§ **What is needed**
Repeat the entries below exactly. Drop the pictures.

[Stored data]

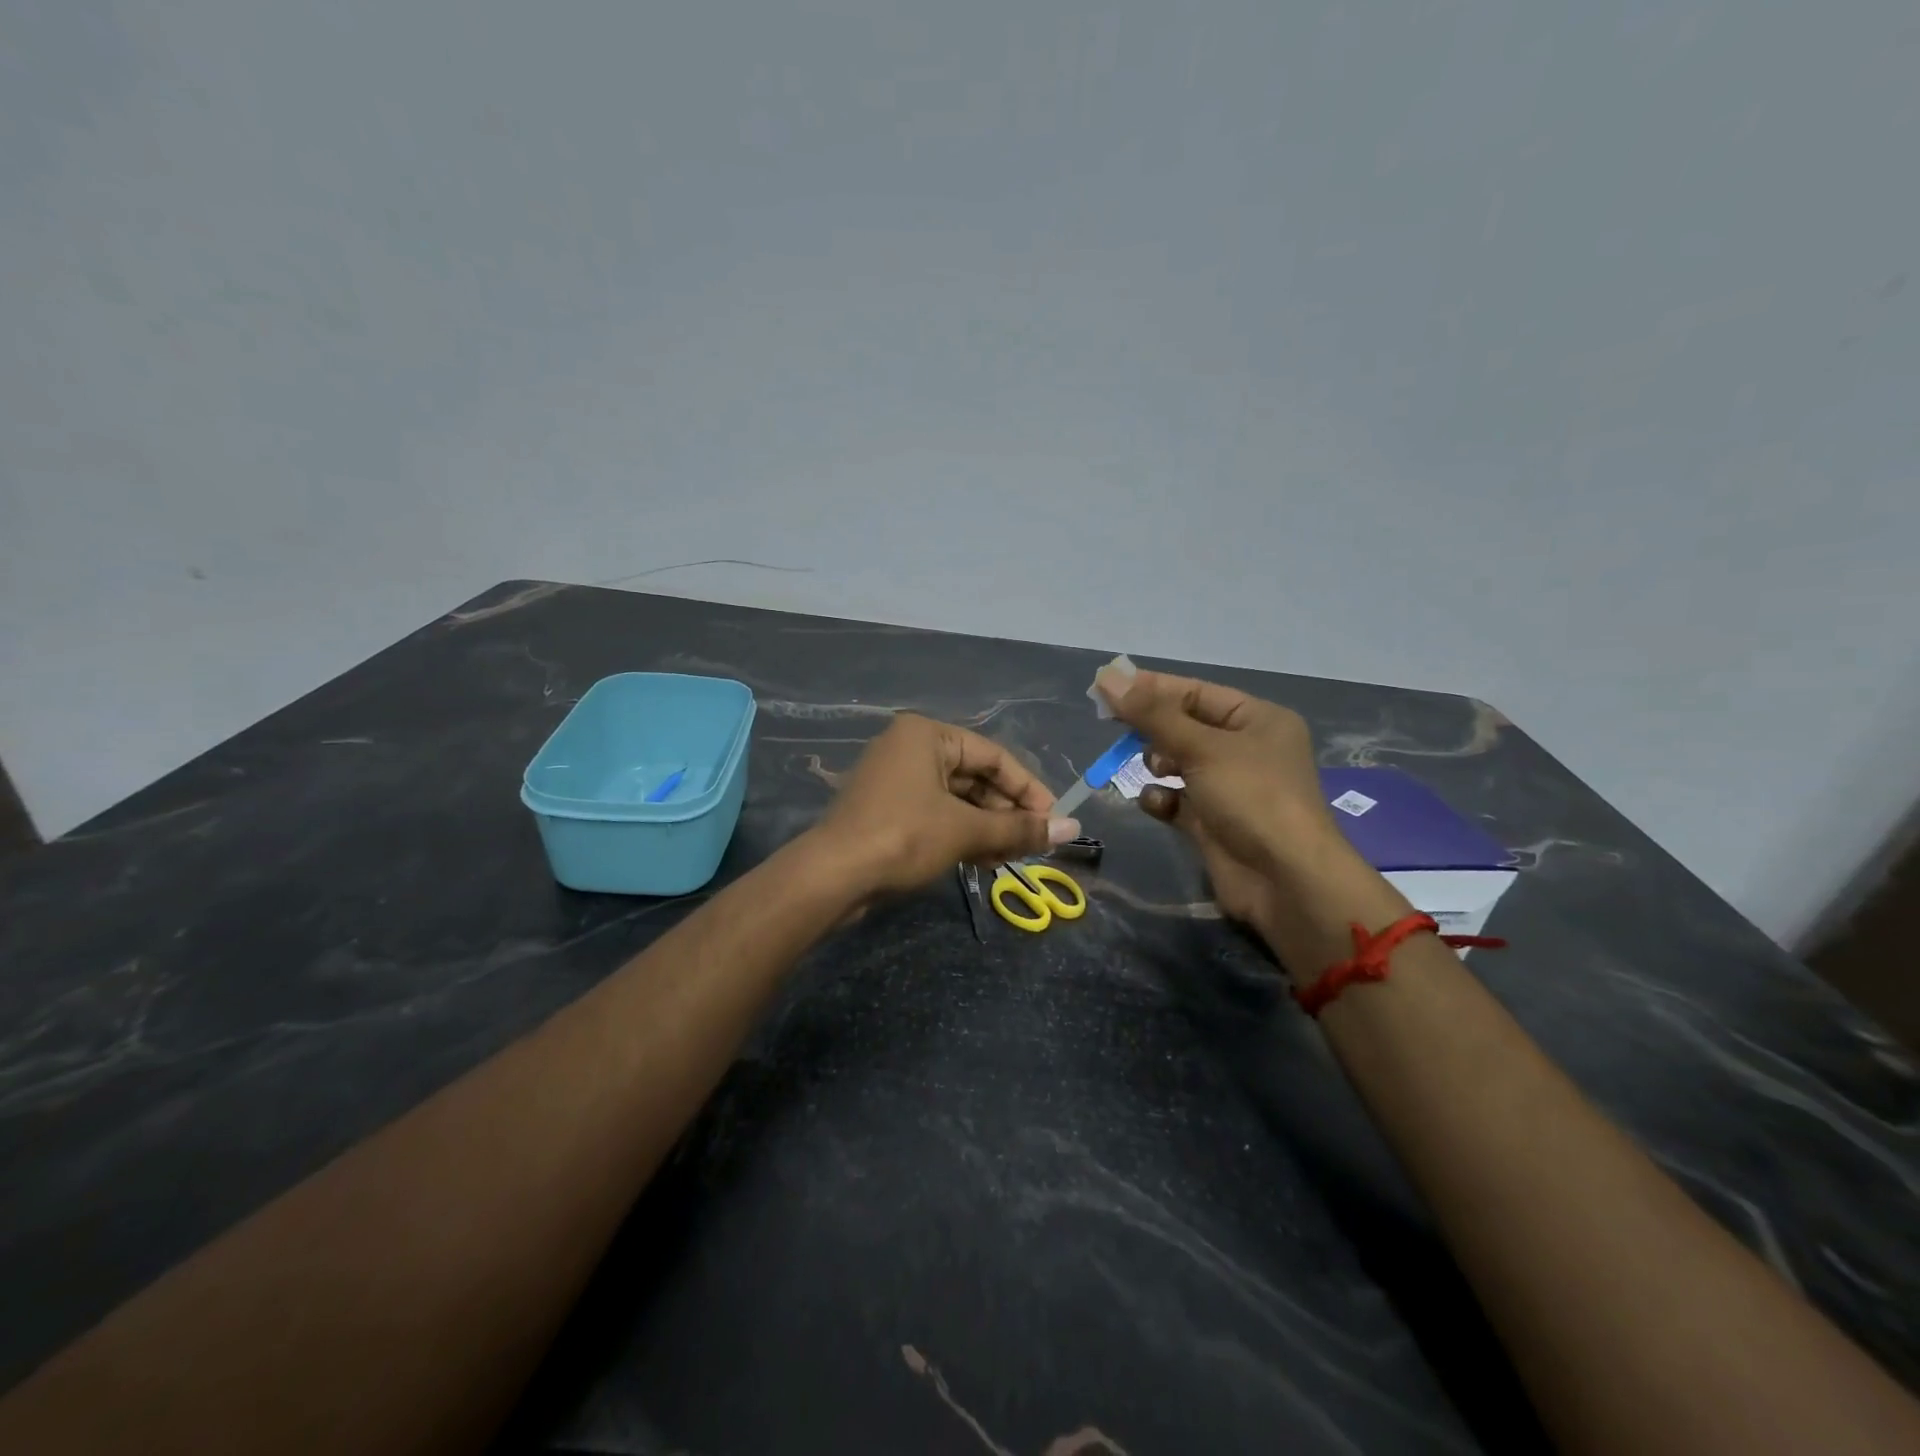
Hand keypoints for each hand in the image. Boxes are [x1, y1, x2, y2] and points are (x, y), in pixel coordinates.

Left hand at [811, 714, 1081, 896]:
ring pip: (957, 799)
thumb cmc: (902, 837)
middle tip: (1033, 845)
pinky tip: (981, 861)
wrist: (831, 877)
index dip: (1028, 789)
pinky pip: (936, 814)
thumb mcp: (965, 831)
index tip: (1053, 821)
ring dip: (986, 828)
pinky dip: (961, 834)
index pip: (994, 756)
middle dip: (1006, 813)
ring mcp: (895, 779)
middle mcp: (910, 748)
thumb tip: (1072, 828)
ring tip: (1008, 859)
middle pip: (975, 777)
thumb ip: (1019, 828)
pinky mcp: (887, 809)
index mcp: (927, 735)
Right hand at [1097, 665, 1345, 929]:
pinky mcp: (1213, 822)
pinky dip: (1162, 799)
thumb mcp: (1202, 748)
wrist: (1285, 880)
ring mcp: (1230, 788)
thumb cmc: (1251, 797)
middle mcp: (1246, 749)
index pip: (1196, 693)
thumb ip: (1152, 714)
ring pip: (1179, 763)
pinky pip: (1177, 800)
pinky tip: (1155, 803)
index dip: (1152, 688)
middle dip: (1153, 729)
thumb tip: (1107, 677)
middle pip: (1185, 727)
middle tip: (1114, 726)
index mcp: (1257, 720)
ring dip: (1157, 764)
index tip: (1107, 687)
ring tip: (1152, 769)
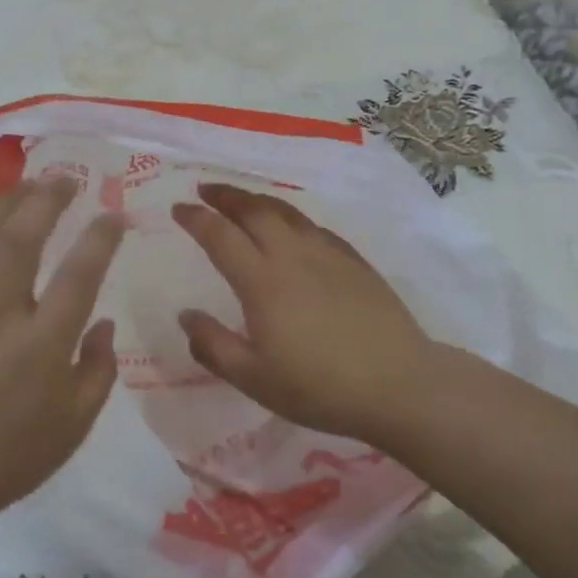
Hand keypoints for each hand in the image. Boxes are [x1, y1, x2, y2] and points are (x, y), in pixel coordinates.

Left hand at [0, 178, 124, 553]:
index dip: (101, 237)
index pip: (79, 274)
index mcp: (41, 345)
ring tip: (22, 186)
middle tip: (64, 180)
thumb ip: (98, 370)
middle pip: (20, 238)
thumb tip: (104, 323)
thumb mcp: (73, 427)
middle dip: (46, 199)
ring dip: (1, 202)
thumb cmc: (7, 457)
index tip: (114, 216)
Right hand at [171, 183, 438, 447]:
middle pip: (253, 210)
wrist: (399, 385)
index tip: (178, 209)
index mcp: (262, 281)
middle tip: (205, 191)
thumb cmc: (319, 387)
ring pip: (285, 212)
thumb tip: (186, 315)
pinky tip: (290, 228)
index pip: (220, 235)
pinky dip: (290, 217)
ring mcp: (327, 253)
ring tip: (240, 199)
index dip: (196, 218)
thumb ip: (213, 345)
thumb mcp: (254, 378)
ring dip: (256, 200)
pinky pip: (312, 226)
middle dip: (225, 196)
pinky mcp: (353, 261)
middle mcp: (291, 255)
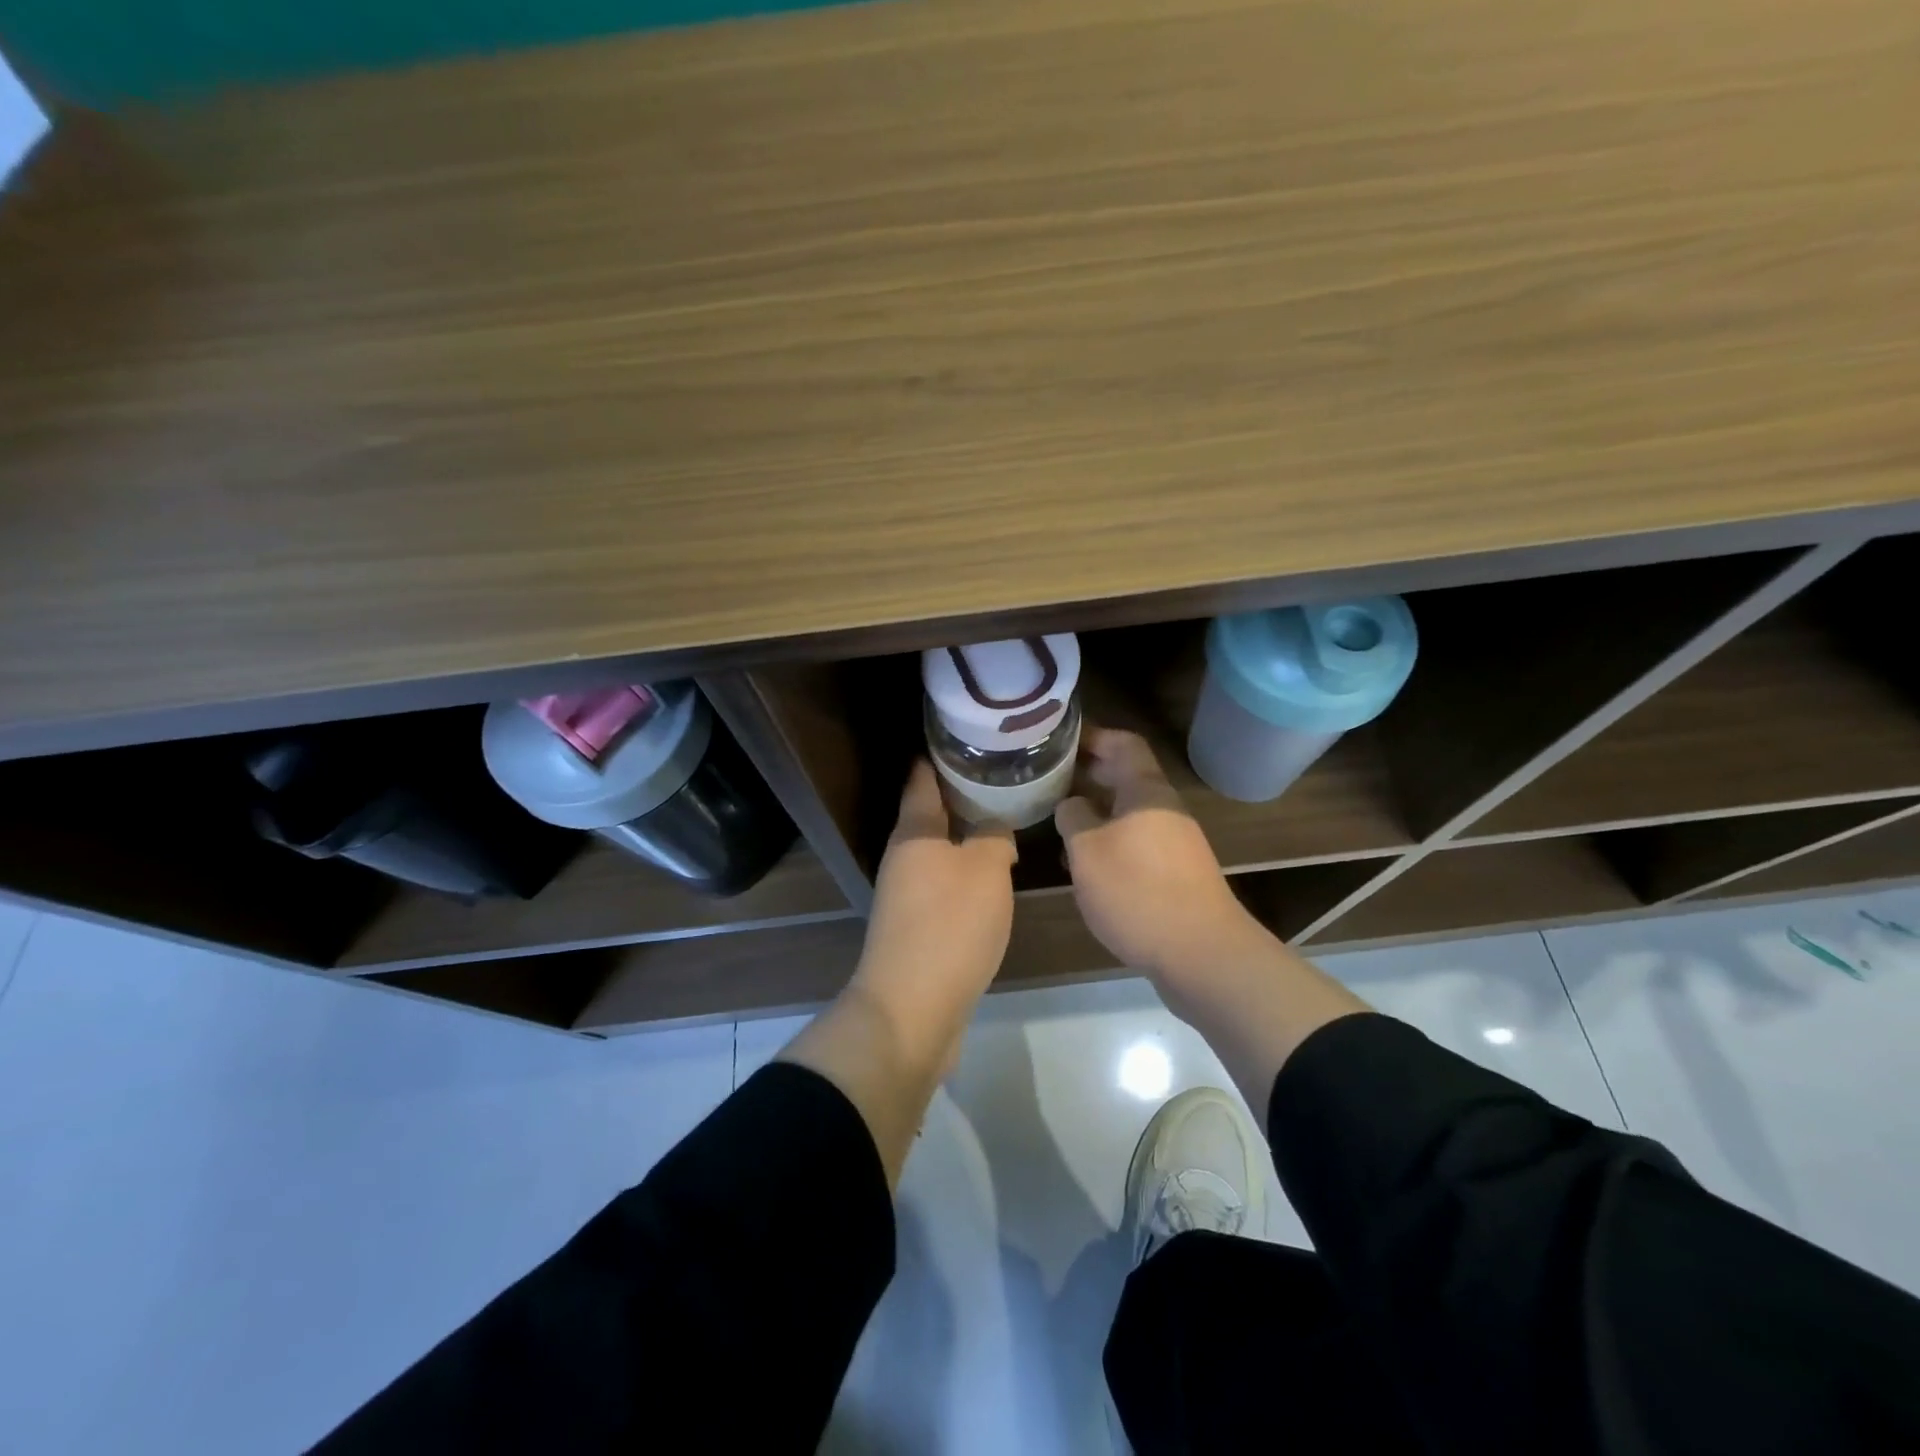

§ **Finished exercise**
Hand keypoints for each hand in the image. Boxes are [x1, y1, x2, y2] and points are (x, y), in pixel coordinates.

Left hand at [811, 714, 1081, 896]:
ring pip: (957, 799)
thumb cmc: (902, 837)
middle tip: (1033, 845)
pinky tip: (981, 861)
wrist: (831, 877)
index dip: (1028, 789)
pinky pip: (936, 814)
thumb mcp: (965, 831)
index tip: (1053, 821)
ring dip: (986, 828)
pinky dip: (961, 834)
index pip: (994, 756)
middle dip: (1006, 813)
ring mcp: (895, 779)
middle mcp: (910, 748)
thumb tip: (1072, 828)
ring tip: (1008, 859)
middle pip: (975, 777)
thumb ip: (1019, 828)
pinky mcp: (887, 809)
index mcp: (927, 735)
Right hand at [1097, 665, 1345, 929]:
pinky mcp: (1213, 822)
pinky dip: (1162, 799)
thumb mcp: (1202, 748)
wrist: (1285, 880)
ring mcp: (1230, 788)
thumb cmc: (1251, 797)
middle mcp: (1246, 749)
index pip: (1196, 693)
thumb ip: (1152, 714)
ring pip: (1179, 763)
pinky pip: (1177, 800)
pinky tip: (1155, 803)
index dip: (1152, 688)
middle dip: (1153, 729)
thumb tip: (1107, 677)
middle pip: (1185, 727)
middle tip: (1114, 726)
index mcp: (1257, 720)
ring dip: (1157, 764)
index tip: (1107, 687)
ring tip: (1152, 769)
Hand keypoints for each hand in the image. Boxes are [x1, y1, x2, y2] and points are (x, y), in pixel coordinates.

Left hand at [0, 178, 124, 553]:
index dip: (101, 237)
index pip: (79, 274)
index mcp: (41, 345)
ring tip: (22, 186)
middle tip: (64, 180)
thumb ip: (98, 370)
middle pip: (20, 238)
thumb tip: (104, 323)
thumb mcp: (73, 427)
middle dip: (46, 199)
ring dip: (1, 202)
thumb cmc: (7, 457)
index tip: (114, 216)
Right hand at [171, 183, 438, 447]:
middle pip: (253, 210)
wrist: (399, 385)
index tip: (178, 209)
index mcp: (262, 281)
middle tip: (205, 191)
thumb cmc: (319, 387)
ring pip: (285, 212)
thumb tip: (186, 315)
pinky tip: (290, 228)
index pip: (220, 235)
pinky dip: (290, 217)
ring mcp: (327, 253)
ring tip: (240, 199)
index dip: (196, 218)
thumb ip: (213, 345)
thumb mcp: (254, 378)
ring dip: (256, 200)
pinky pip: (312, 226)
middle dip: (225, 196)
pinky mcp: (353, 261)
middle mcp: (291, 255)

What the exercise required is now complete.